Saved data entries
--- START ---
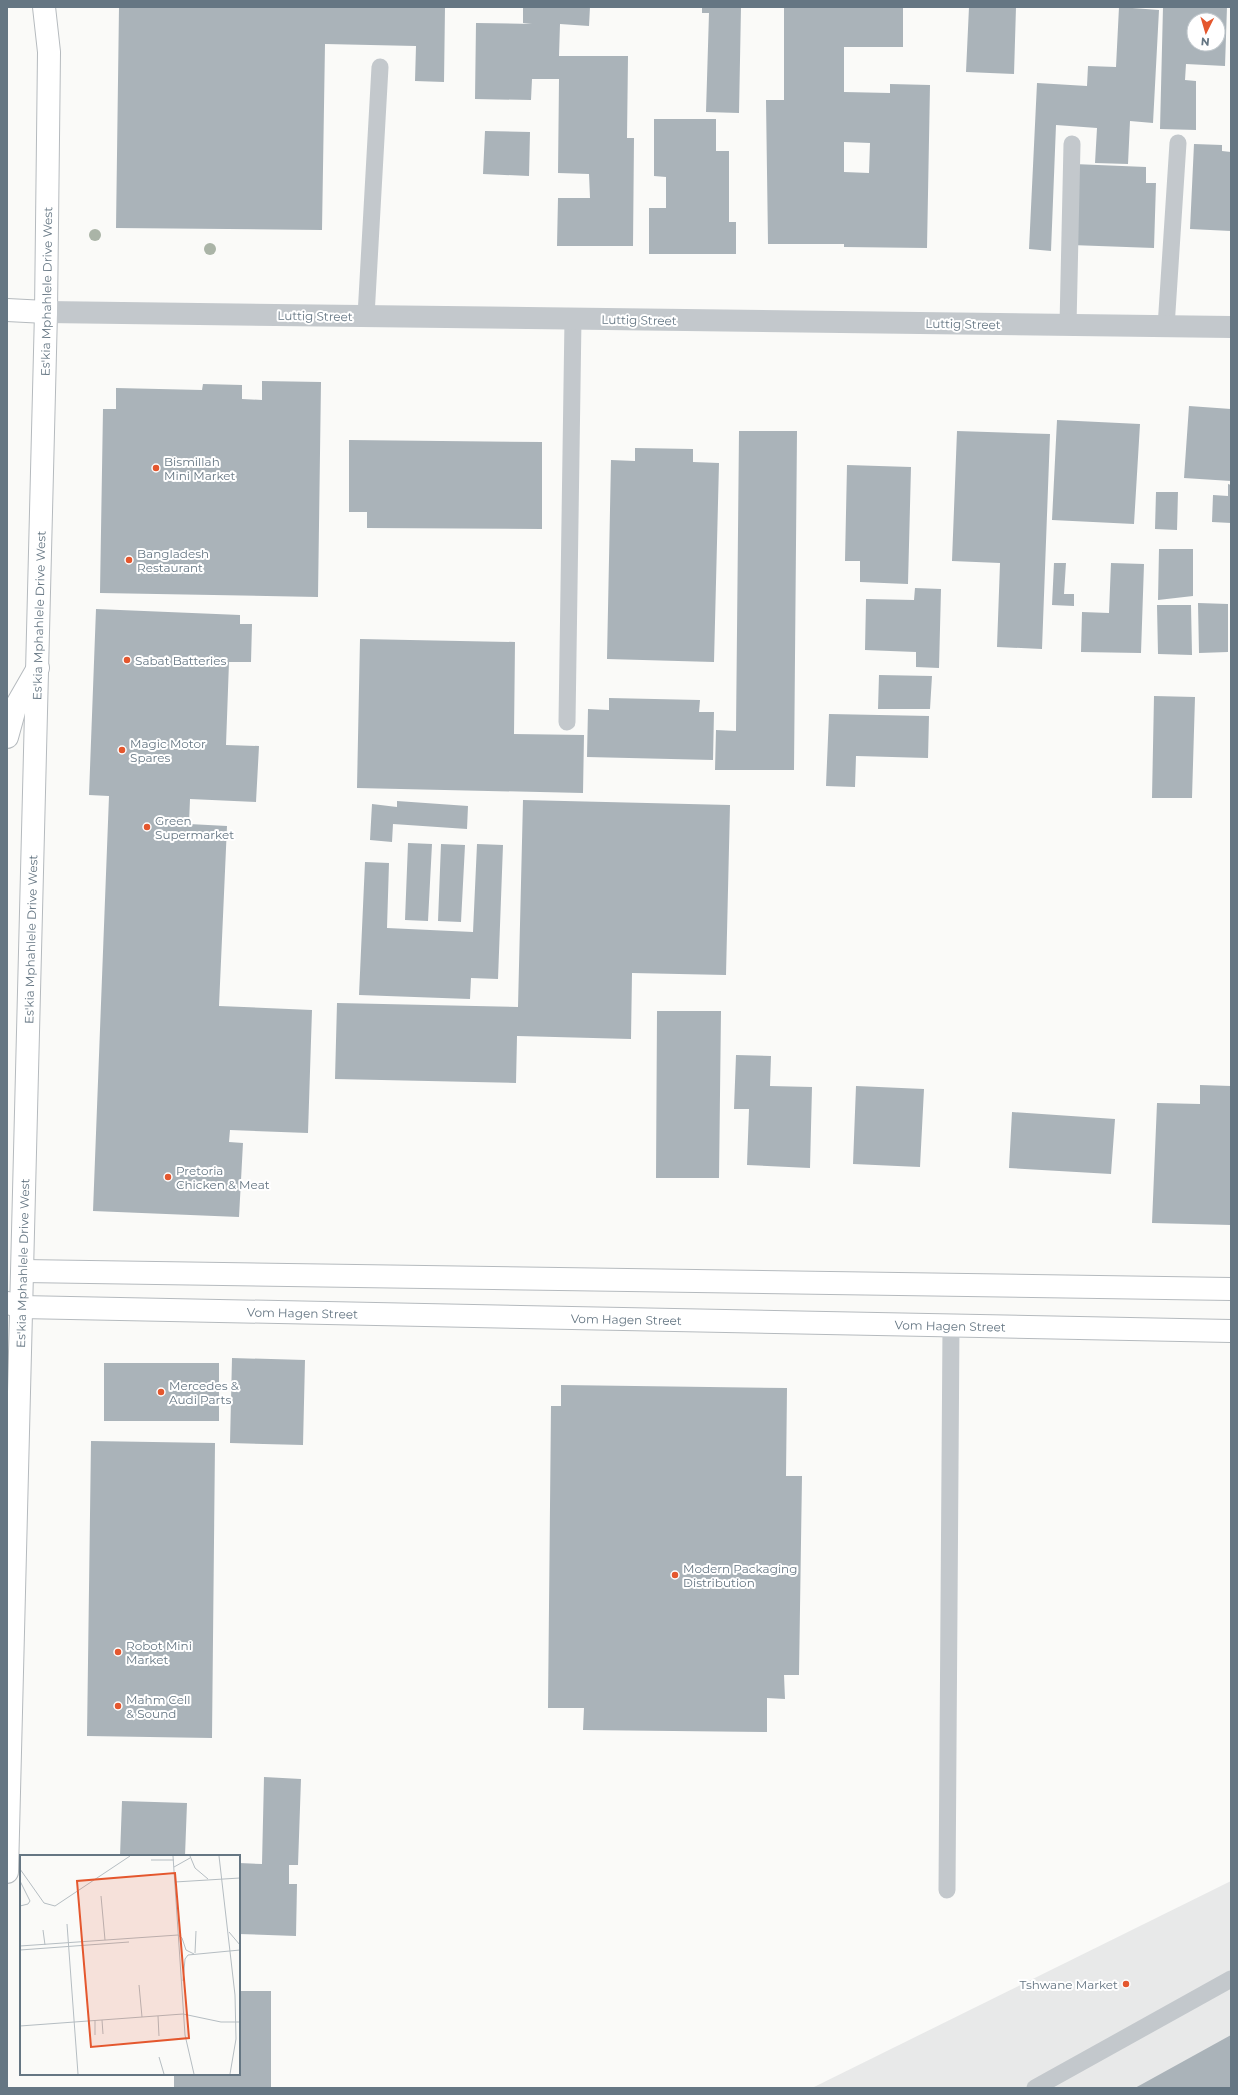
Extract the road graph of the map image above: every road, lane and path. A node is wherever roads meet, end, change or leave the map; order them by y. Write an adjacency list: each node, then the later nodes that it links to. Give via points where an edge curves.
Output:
1 (44, 7): 6 (main road, Es'kia Mphahlele Drive West, via 48,52)
2 (380, 67): 7 (lane)
3 (1178, 143): 10 (lane)
4 (1072, 144): 9 (lane)
5 (7, 310): 6 (main road)
6 (46, 312): 7 (street, Luttig Street); 12 (main road, Es'kia Mphahlele Drive West)
7 (366, 316): 8 (street, Luttig Street)
8 (573, 319): 9 (street, Luttig Street); 13 (lane)
9 (1068, 325): 10 (street, Luttig Street)
10 (1166, 327): 11 (street, Luttig Street)
11 (1231, 327)
12 (38, 667): 14 (main road, via 17,703); 15 (main road, Es'kia Mphahlele Drive West)
13 (567, 722)
14 (7, 737)
15 (23, 1271): 16 (main road); 17 (main road, Es'kia Mphahlele Drive West)
16 (1231, 1289)
17 (14, 1304): 18 (main road, Vom Hagen Street); 20 (main road, Es'kia Mphahlele Drive West)
18 (951, 1326): 19 (main road, Vom Hagen Street); 21 (lane)
19 (1231, 1331)
20 (7, 1872)
21 (947, 1890)
22 (1231, 1979): 23 (lane)
23 (1035, 2088)

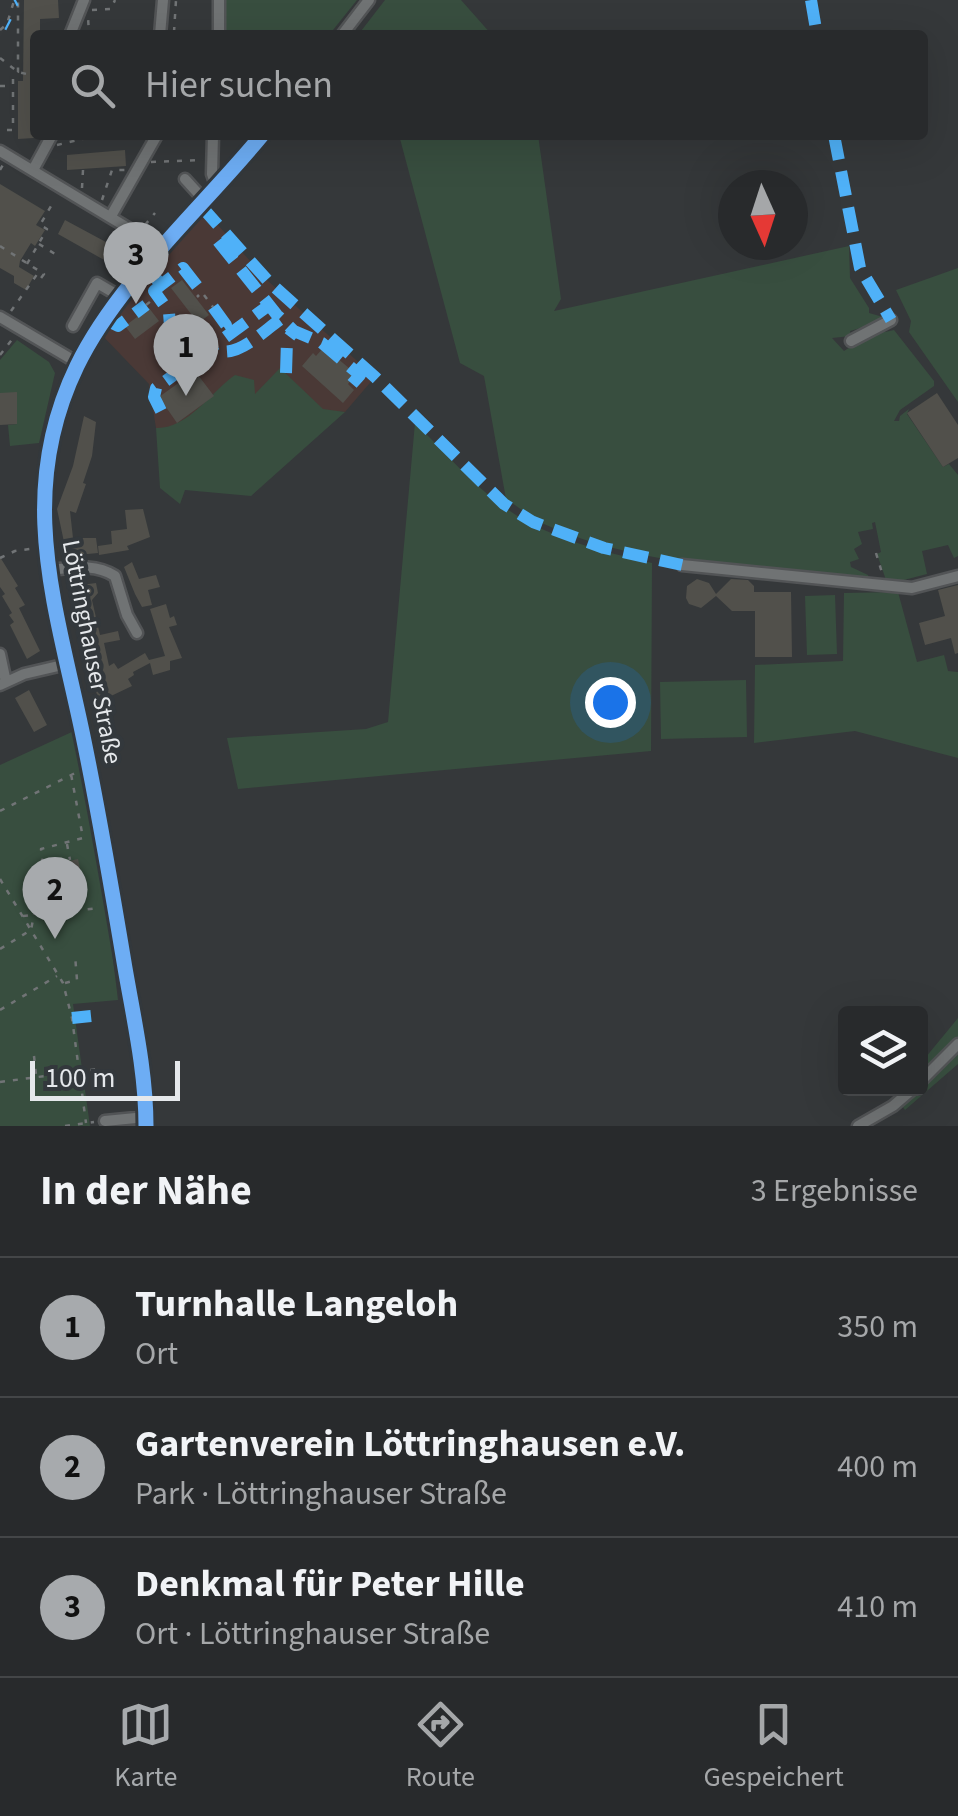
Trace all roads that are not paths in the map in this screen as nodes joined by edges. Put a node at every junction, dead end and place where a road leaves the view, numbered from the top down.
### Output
1 (163, 0) edge
2 (219, 0) edge
3 (369, 0) edge
4 (88, 7) edge
5 (73, 30) edge
6 (164, 30) edge
7 (219, 30) edge
8 (346, 30) edge
9 (53, 140) edge
10 (154, 140) edge
11 (214, 140) edge
12 (258, 140) edge
13 (0, 151) edge
14 (33, 170) junction
15 (185, 179) dead end
16 (217, 188) junction
17 (205, 202) junction
18 (111, 216) junction
19 (142, 230) junction
20 (163, 249) junction
21 (120, 267) dead end
22 (121, 296) junction
23 (5, 314) edge
24 (891, 320) dead end
25 (73, 326) dead end
26 (851, 340) dead end
27 (78, 363) junction
28 (682, 565) dead end
29 (48, 570) junction
30 (958, 576) edge
31 (136, 633) dead end
32 (0, 654) edge
33 (67, 664) junction
34 (3, 683) edge
35 (958, 1044) edge
36 (928, 1074) edge
37 (905, 1096) edge
38 (105, 1121) road end
39 (146, 1122) edge
40 (858, 1126) edge

1 - 6 street
2 - 7 street
3 - 8 street
4 - 5 street
9 - 14 street
10 - 18 street
11 - 16 street
12 - 16 street, Löttringhauser Straße
13 - 14 street
14 - 18 street
15 - 17 street
16 - 17 street, Löttringhauser Straße
17 - 20 street, Löttringhauser Straße
18 - 19 street
19 - 20 street
19 - 21 street
20 - 22 street, Löttringhauser Straße
22 - 25 street
22 - 27 street, Löttringhauser Straße
23 - 27 street
24 - 26 street
27 - 29 street, Löttringhauser Straße
28 - 30 street
29 - 31 street
29 - 33 street, Löttringhauser Straße
32 - 34 street
33 - 34 street
33 - 39 street, Löttringhauser Straße
35 - 36 street
37 - 40 street
38 - 39 street

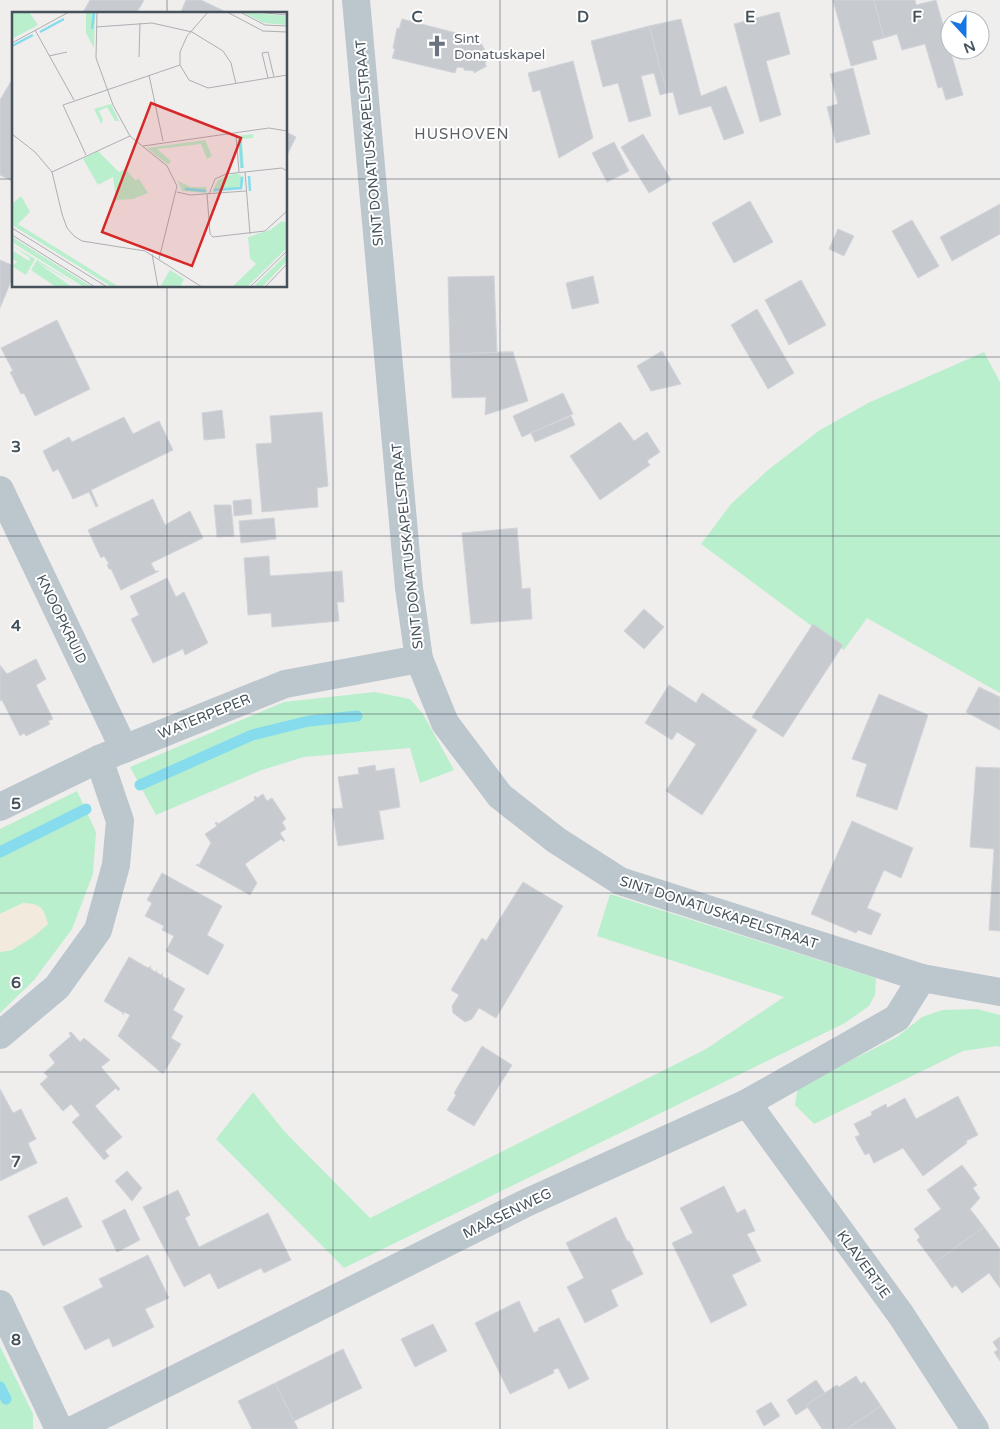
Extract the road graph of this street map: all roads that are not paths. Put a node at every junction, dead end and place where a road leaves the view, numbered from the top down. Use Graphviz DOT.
graph roads {
  1 [pos="356,0"];
  2 [pos="0,490"];
  3 [pos="419,659"];
  4 [pos="124,749"];
  5 [pos="99,759"];
  6 [pos="0,807"];
  7 [pos="922,978"];
  8 [pos="1000,992"];
  9 [pos="0,1034"];
  10 [pos="747,1104"];
  11 [pos="0,1304"];
  12 [pos="59,1429"];
  13 [pos="75,1429"];
  14 [pos="975,1429"];
  1 -- 3 [label="street, SINT DONATUSKAPELSTRAAT"];
  2 -- 4 [label="street, KNOOPKRUID"];
  3 -- 4 [label="street, WATERPEPER"];
  3 -- 7 [label="street, SINT DONATUSKAPELSTRAAT"];
  4 -- 5 [label="street, WATERPEPER"];
  5 -- 6 [label="street, WATERPEPER"];
  5 -- 9 [label="street"];
  7 -- 8 [label="street, SINT DONATUSKAPELSTRAAT"];
  7 -- 10 [label="street, MAASENWEG"];
  10 -- 13 [label="street, MAASENWEG"];
  10 -- 14 [label="street, KLAVERTJE"];
  11 -- 12 [label="street"];
}
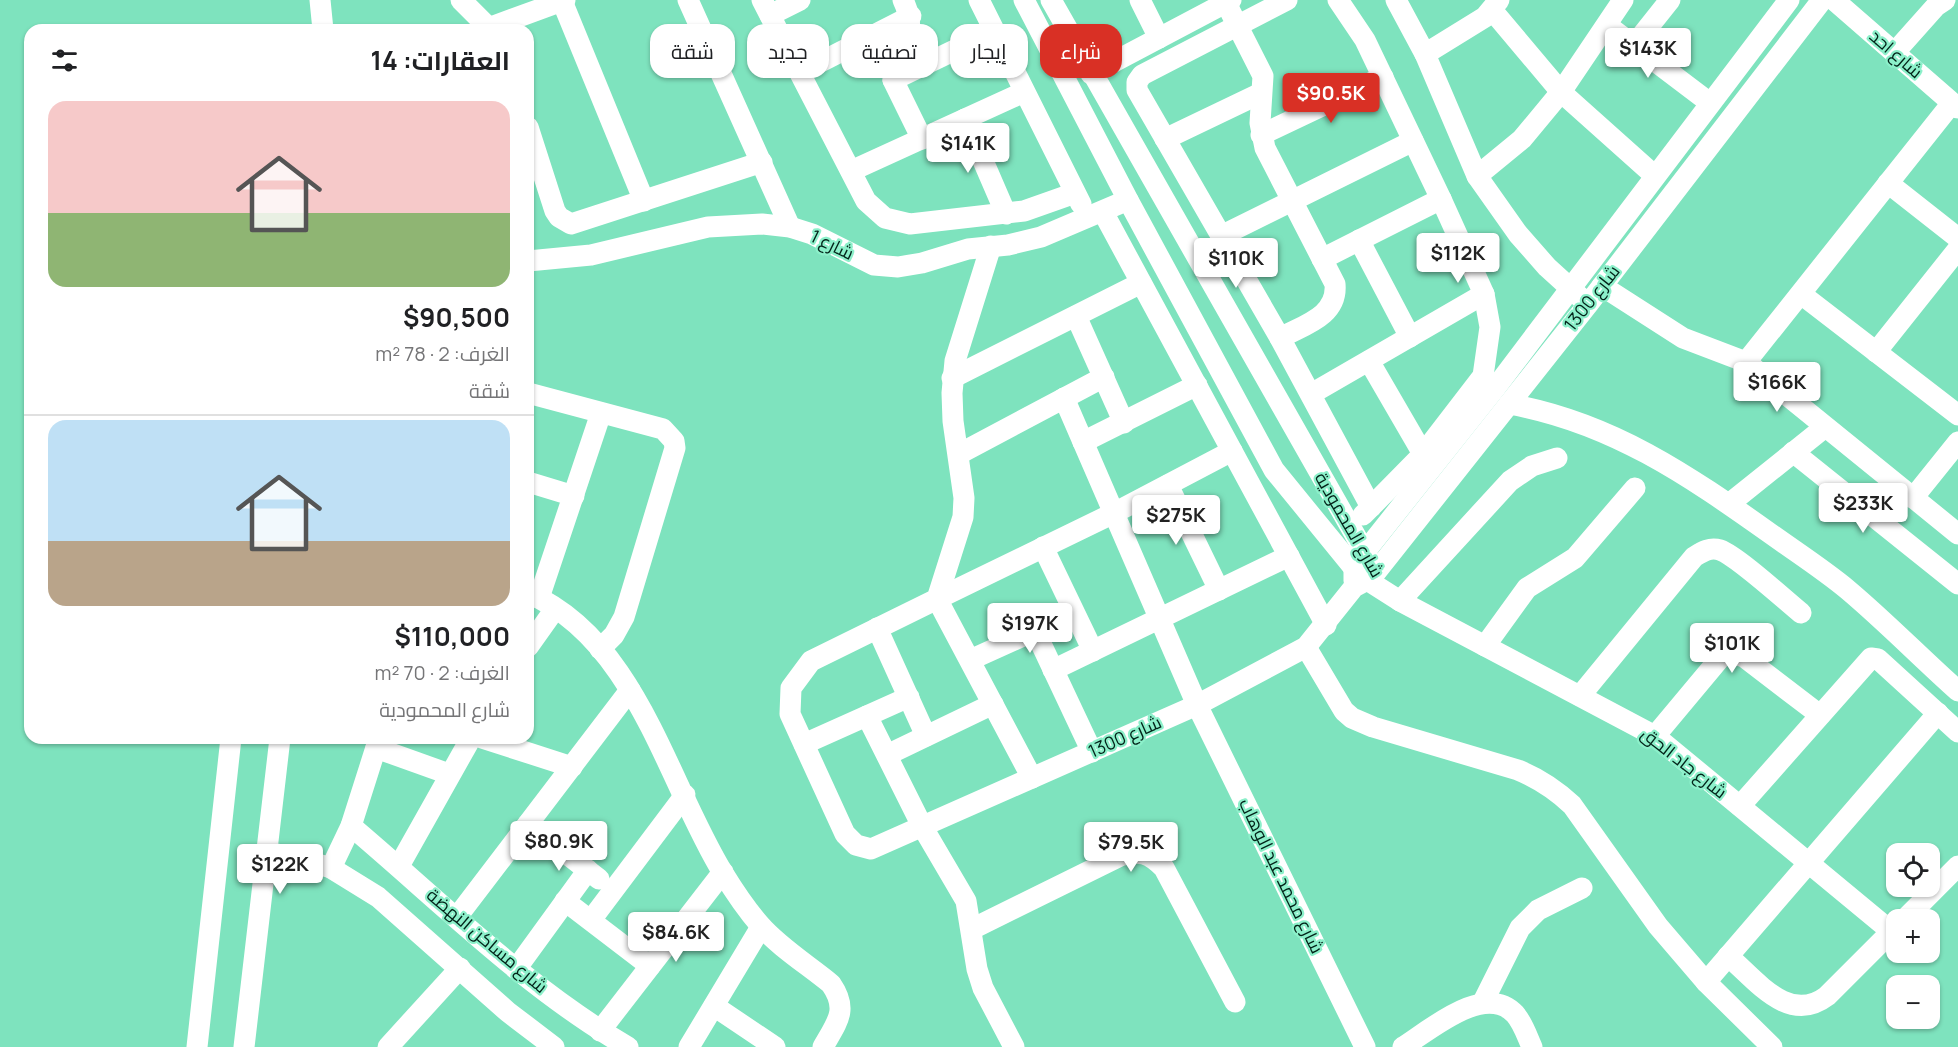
--- END ---
Your answer must be exactly the lines from the one with "Extract the road graph of this" through the final line of the data, with no pictures in it.

## Exercise solution:
Extract the road graph of this street map: all roads that are not paths. Put a node at every junction, dead end and place where a road leaves the view, numbered from the top down. Use Graphviz DOT.
graph roads {
  1 [pos="356,0"];
  2 [pos="0,490"];
  3 [pos="419,659"];
  4 [pos="124,749"];
  5 [pos="99,759"];
  6 [pos="0,807"];
  7 [pos="922,978"];
  8 [pos="1000,992"];
  9 [pos="0,1034"];
  10 [pos="747,1104"];
  11 [pos="0,1304"];
  12 [pos="59,1429"];
  13 [pos="75,1429"];
  14 [pos="975,1429"];
  1 -- 3 [label="street, SINT DONATUSKAPELSTRAAT"];
  2 -- 4 [label="street, KNOOPKRUID"];
  3 -- 4 [label="street, WATERPEPER"];
  3 -- 7 [label="street, SINT DONATUSKAPELSTRAAT"];
  4 -- 5 [label="street, WATERPEPER"];
  5 -- 6 [label="street, WATERPEPER"];
  5 -- 9 [label="street"];
  7 -- 8 [label="street, SINT DONATUSKAPELSTRAAT"];
  7 -- 10 [label="street, MAASENWEG"];
  10 -- 13 [label="street, MAASENWEG"];
  10 -- 14 [label="street, KLAVERTJE"];
  11 -- 12 [label="street"];
}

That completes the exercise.